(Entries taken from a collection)
☆ ☆ ☆ ☆

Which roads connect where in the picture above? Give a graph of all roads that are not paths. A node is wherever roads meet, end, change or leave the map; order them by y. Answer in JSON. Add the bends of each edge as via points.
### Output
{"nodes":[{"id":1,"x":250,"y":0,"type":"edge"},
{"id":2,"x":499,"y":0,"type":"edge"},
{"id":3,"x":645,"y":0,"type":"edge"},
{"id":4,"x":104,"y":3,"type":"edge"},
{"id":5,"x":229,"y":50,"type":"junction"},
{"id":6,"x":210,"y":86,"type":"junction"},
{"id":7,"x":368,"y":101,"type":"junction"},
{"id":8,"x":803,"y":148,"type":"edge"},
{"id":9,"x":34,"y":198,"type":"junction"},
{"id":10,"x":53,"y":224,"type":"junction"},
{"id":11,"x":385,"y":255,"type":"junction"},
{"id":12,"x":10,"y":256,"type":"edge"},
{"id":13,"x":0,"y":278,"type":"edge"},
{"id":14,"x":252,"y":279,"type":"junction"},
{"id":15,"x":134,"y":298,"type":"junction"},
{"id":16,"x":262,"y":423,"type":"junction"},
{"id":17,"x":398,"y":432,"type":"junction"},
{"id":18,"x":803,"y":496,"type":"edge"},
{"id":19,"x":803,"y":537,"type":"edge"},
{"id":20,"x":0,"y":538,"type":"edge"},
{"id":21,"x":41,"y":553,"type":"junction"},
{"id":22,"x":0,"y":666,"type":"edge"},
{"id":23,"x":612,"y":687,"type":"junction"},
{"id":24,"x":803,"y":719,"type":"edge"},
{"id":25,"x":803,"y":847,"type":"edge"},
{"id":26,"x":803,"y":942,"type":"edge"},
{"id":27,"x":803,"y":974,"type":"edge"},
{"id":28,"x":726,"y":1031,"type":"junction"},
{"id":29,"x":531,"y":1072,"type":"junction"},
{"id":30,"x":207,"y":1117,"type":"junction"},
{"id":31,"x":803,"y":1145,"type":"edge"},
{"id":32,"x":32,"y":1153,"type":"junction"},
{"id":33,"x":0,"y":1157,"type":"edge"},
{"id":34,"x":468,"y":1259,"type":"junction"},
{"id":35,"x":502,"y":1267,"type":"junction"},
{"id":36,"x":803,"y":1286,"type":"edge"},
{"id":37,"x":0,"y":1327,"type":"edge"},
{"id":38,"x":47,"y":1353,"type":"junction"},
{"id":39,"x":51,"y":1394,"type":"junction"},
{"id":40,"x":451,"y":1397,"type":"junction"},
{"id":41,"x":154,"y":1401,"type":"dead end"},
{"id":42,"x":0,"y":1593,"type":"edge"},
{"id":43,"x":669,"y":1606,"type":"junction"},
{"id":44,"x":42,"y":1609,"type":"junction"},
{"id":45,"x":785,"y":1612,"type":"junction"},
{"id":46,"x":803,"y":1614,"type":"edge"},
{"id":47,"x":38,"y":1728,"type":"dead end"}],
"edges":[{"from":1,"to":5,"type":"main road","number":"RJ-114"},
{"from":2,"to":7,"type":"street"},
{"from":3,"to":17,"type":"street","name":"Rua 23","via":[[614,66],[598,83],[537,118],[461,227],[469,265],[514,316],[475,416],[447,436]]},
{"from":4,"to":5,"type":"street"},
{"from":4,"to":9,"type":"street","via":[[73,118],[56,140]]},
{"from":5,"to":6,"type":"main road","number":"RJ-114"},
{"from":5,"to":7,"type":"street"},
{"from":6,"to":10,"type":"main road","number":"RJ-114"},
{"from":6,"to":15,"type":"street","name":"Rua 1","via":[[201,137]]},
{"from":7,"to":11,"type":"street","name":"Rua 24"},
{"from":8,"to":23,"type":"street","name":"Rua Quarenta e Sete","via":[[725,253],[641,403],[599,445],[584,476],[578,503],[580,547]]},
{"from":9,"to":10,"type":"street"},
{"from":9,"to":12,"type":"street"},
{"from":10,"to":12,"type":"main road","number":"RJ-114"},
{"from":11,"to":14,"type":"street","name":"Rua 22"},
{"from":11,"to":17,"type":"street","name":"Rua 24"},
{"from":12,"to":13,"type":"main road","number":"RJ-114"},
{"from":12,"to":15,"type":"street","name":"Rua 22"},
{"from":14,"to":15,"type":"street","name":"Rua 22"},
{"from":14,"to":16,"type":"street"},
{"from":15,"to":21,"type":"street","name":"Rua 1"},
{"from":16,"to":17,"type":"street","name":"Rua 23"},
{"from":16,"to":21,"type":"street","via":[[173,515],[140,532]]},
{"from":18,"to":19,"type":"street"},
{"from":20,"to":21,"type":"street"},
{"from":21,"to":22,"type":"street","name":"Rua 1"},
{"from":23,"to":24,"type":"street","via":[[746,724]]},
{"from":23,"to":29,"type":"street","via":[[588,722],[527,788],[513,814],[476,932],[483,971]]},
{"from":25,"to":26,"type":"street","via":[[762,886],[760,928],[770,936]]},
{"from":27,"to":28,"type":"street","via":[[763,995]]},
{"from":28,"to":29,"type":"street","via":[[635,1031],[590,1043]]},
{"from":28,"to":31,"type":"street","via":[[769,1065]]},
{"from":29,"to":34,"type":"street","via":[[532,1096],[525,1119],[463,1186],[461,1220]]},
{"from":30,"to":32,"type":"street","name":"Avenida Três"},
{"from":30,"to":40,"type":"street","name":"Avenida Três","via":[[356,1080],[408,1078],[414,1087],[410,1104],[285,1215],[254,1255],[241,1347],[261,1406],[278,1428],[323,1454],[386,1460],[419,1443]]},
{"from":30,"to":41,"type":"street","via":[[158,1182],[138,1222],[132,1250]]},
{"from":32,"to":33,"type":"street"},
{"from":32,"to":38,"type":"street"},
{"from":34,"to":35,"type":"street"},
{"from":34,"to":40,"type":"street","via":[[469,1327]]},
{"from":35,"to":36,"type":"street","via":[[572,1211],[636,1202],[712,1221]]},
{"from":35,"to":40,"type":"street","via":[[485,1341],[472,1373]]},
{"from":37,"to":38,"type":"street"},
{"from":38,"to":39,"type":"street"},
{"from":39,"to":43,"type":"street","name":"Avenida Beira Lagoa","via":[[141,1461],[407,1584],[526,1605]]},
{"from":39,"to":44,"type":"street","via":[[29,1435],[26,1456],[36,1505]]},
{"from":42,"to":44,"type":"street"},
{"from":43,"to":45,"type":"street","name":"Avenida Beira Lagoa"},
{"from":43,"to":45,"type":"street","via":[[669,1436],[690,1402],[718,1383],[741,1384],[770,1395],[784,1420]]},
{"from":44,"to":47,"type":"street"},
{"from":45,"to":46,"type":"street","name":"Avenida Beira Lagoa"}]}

☆ ☆ ☆ ☆

# ACTIVITY
Keep the wording exact. Give all of the records again.

# FINISHED TASK
Which roads connect where in the picture above? Give a graph of all roads that are not paths. A node is wherever roads meet, end, change or leave the map; order them by y. Answer in JSON. Add the bends of each edge as via points.
### Output
{"nodes":[{"id":1,"x":250,"y":0,"type":"edge"},
{"id":2,"x":499,"y":0,"type":"edge"},
{"id":3,"x":645,"y":0,"type":"edge"},
{"id":4,"x":104,"y":3,"type":"edge"},
{"id":5,"x":229,"y":50,"type":"junction"},
{"id":6,"x":210,"y":86,"type":"junction"},
{"id":7,"x":368,"y":101,"type":"junction"},
{"id":8,"x":803,"y":148,"type":"edge"},
{"id":9,"x":34,"y":198,"type":"junction"},
{"id":10,"x":53,"y":224,"type":"junction"},
{"id":11,"x":385,"y":255,"type":"junction"},
{"id":12,"x":10,"y":256,"type":"edge"},
{"id":13,"x":0,"y":278,"type":"edge"},
{"id":14,"x":252,"y":279,"type":"junction"},
{"id":15,"x":134,"y":298,"type":"junction"},
{"id":16,"x":262,"y":423,"type":"junction"},
{"id":17,"x":398,"y":432,"type":"junction"},
{"id":18,"x":803,"y":496,"type":"edge"},
{"id":19,"x":803,"y":537,"type":"edge"},
{"id":20,"x":0,"y":538,"type":"edge"},
{"id":21,"x":41,"y":553,"type":"junction"},
{"id":22,"x":0,"y":666,"type":"edge"},
{"id":23,"x":612,"y":687,"type":"junction"},
{"id":24,"x":803,"y":719,"type":"edge"},
{"id":25,"x":803,"y":847,"type":"edge"},
{"id":26,"x":803,"y":942,"type":"edge"},
{"id":27,"x":803,"y":974,"type":"edge"},
{"id":28,"x":726,"y":1031,"type":"junction"},
{"id":29,"x":531,"y":1072,"type":"junction"},
{"id":30,"x":207,"y":1117,"type":"junction"},
{"id":31,"x":803,"y":1145,"type":"edge"},
{"id":32,"x":32,"y":1153,"type":"junction"},
{"id":33,"x":0,"y":1157,"type":"edge"},
{"id":34,"x":468,"y":1259,"type":"junction"},
{"id":35,"x":502,"y":1267,"type":"junction"},
{"id":36,"x":803,"y":1286,"type":"edge"},
{"id":37,"x":0,"y":1327,"type":"edge"},
{"id":38,"x":47,"y":1353,"type":"junction"},
{"id":39,"x":51,"y":1394,"type":"junction"},
{"id":40,"x":451,"y":1397,"type":"junction"},
{"id":41,"x":154,"y":1401,"type":"dead end"},
{"id":42,"x":0,"y":1593,"type":"edge"},
{"id":43,"x":669,"y":1606,"type":"junction"},
{"id":44,"x":42,"y":1609,"type":"junction"},
{"id":45,"x":785,"y":1612,"type":"junction"},
{"id":46,"x":803,"y":1614,"type":"edge"},
{"id":47,"x":38,"y":1728,"type":"dead end"}],
"edges":[{"from":1,"to":5,"type":"main road","number":"RJ-114"},
{"from":2,"to":7,"type":"street"},
{"from":3,"to":17,"type":"street","name":"Rua 23","via":[[614,66],[598,83],[537,118],[461,227],[469,265],[514,316],[475,416],[447,436]]},
{"from":4,"to":5,"type":"street"},
{"from":4,"to":9,"type":"street","via":[[73,118],[56,140]]},
{"from":5,"to":6,"type":"main road","number":"RJ-114"},
{"from":5,"to":7,"type":"street"},
{"from":6,"to":10,"type":"main road","number":"RJ-114"},
{"from":6,"to":15,"type":"street","name":"Rua 1","via":[[201,137]]},
{"from":7,"to":11,"type":"street","name":"Rua 24"},
{"from":8,"to":23,"type":"street","name":"Rua Quarenta e Sete","via":[[725,253],[641,403],[599,445],[584,476],[578,503],[580,547]]},
{"from":9,"to":10,"type":"street"},
{"from":9,"to":12,"type":"street"},
{"from":10,"to":12,"type":"main road","number":"RJ-114"},
{"from":11,"to":14,"type":"street","name":"Rua 22"},
{"from":11,"to":17,"type":"street","name":"Rua 24"},
{"from":12,"to":13,"type":"main road","number":"RJ-114"},
{"from":12,"to":15,"type":"street","name":"Rua 22"},
{"from":14,"to":15,"type":"street","name":"Rua 22"},
{"from":14,"to":16,"type":"street"},
{"from":15,"to":21,"type":"street","name":"Rua 1"},
{"from":16,"to":17,"type":"street","name":"Rua 23"},
{"from":16,"to":21,"type":"street","via":[[173,515],[140,532]]},
{"from":18,"to":19,"type":"street"},
{"from":20,"to":21,"type":"street"},
{"from":21,"to":22,"type":"street","name":"Rua 1"},
{"from":23,"to":24,"type":"street","via":[[746,724]]},
{"from":23,"to":29,"type":"street","via":[[588,722],[527,788],[513,814],[476,932],[483,971]]},
{"from":25,"to":26,"type":"street","via":[[762,886],[760,928],[770,936]]},
{"from":27,"to":28,"type":"street","via":[[763,995]]},
{"from":28,"to":29,"type":"street","via":[[635,1031],[590,1043]]},
{"from":28,"to":31,"type":"street","via":[[769,1065]]},
{"from":29,"to":34,"type":"street","via":[[532,1096],[525,1119],[463,1186],[461,1220]]},
{"from":30,"to":32,"type":"street","name":"Avenida Três"},
{"from":30,"to":40,"type":"street","name":"Avenida Três","via":[[356,1080],[408,1078],[414,1087],[410,1104],[285,1215],[254,1255],[241,1347],[261,1406],[278,1428],[323,1454],[386,1460],[419,1443]]},
{"from":30,"to":41,"type":"street","via":[[158,1182],[138,1222],[132,1250]]},
{"from":32,"to":33,"type":"street"},
{"from":32,"to":38,"type":"street"},
{"from":34,"to":35,"type":"street"},
{"from":34,"to":40,"type":"street","via":[[469,1327]]},
{"from":35,"to":36,"type":"street","via":[[572,1211],[636,1202],[712,1221]]},
{"from":35,"to":40,"type":"street","via":[[485,1341],[472,1373]]},
{"from":37,"to":38,"type":"street"},
{"from":38,"to":39,"type":"street"},
{"from":39,"to":43,"type":"street","name":"Avenida Beira Lagoa","via":[[141,1461],[407,1584],[526,1605]]},
{"from":39,"to":44,"type":"street","via":[[29,1435],[26,1456],[36,1505]]},
{"from":42,"to":44,"type":"street"},
{"from":43,"to":45,"type":"street","name":"Avenida Beira Lagoa"},
{"from":43,"to":45,"type":"street","via":[[669,1436],[690,1402],[718,1383],[741,1384],[770,1395],[784,1420]]},
{"from":44,"to":47,"type":"street"},
{"from":45,"to":46,"type":"street","name":"Avenida Beira Lagoa"}]}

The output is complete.